The secretary will go to the president now, and tell him what Red Cloud has said today; he will also make arrangements to fix a time when the president will see and talk with him; the president had told him (Commissioner Parker) last evening that he would talk with him very soon, and when the president was ready for him he would send him word, and he would then have a chance to see the president and report to him what he wanted.

Red Cloud then said:

I forgot one thing. You might grant my people the powder we ask; we are but a handful, and you a great and powerful nation; you make all the ammunition; all I ask is enough for my people to kill game. The Great Spirit has made all things that I have in my country wild; I have to hunt them up; it is not like you, who go out and find what you want. I have eyes; I see all you whites, what you are doing; raising stock, etc. I know that I will have to come to that in a few years myself; it is good. I have no more to say. . . .

Footnotes
  1. 1. Spotted Tail (c. 1823–1881) was a chief of the Brulé band of Lakota; Red Cloud was from the Oglala band.
  2. 2. Commissioner of Indian Affairs Ely S. Parker (1828–1895), a Seneca Indian accompanied the chiefs to the Washington Naval Yard. See Report of the Commissioner of Indian Affairs.
  3. 3. William Belknap (1829–1890).
  4. 4. The president of the United States.
  5. 5. The wife of the admiral in charge of the Navy Yard.
  6. 6. Jacob Cox (1828–1900).
  7. 7. The Board of Indian Commissioners was established in 1869 as part of Grant’s peace policy toward the Indians. Its purpose was to report on the condition of the Indians, especially the fulfillment of U.S. government obligations to them. Felix R. Brunot (1820–1898) was president of the commission.
  8. 8. The conference took place through a translator.
  9. 9. William Tecumseh Sherman (1820–1891), a prominent commander in the Union Army during the Civil War, at its completion became commander of Army forces in the West (1865–1869).
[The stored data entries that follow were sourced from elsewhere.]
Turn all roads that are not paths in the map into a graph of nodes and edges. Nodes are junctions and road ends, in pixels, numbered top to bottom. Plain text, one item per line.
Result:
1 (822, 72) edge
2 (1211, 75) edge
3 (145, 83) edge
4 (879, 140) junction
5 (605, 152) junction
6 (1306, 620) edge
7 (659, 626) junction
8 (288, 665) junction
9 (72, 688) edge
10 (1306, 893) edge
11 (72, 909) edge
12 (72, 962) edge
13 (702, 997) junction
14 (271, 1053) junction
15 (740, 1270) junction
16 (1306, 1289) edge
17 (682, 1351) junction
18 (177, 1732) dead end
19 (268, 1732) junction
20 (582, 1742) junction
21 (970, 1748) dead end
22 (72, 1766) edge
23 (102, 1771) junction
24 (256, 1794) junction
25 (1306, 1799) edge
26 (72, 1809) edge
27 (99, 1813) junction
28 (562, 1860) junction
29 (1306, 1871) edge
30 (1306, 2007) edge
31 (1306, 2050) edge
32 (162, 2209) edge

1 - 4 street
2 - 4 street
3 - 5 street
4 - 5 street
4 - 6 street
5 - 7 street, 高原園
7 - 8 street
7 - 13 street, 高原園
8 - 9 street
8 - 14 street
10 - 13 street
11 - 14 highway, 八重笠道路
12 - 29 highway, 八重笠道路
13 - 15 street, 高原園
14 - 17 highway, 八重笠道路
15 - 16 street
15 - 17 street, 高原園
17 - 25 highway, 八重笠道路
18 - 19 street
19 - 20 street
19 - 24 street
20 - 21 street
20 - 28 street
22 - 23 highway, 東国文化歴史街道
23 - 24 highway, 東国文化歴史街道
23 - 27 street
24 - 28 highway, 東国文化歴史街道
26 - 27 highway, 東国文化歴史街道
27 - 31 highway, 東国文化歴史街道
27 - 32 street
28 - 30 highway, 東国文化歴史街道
In this position, he commanded the troops that fought against the Lakota and other tribes in Red Cloud’s War, which ended with the Treaty of Fort Laramie (1868).
  10. 10. That is, the transcontinental railroad. Red Cloud takes the secretary to be talking about an incident that occurred to the south of Sioux lands.
  11. 11. Fort Fetterman, built in 1867, was part of a system of forts built to protect the Bozeman Trail
  12. 12. In western Nebraska near the border with Colorado.
  13. 13. We have not identified this treaty.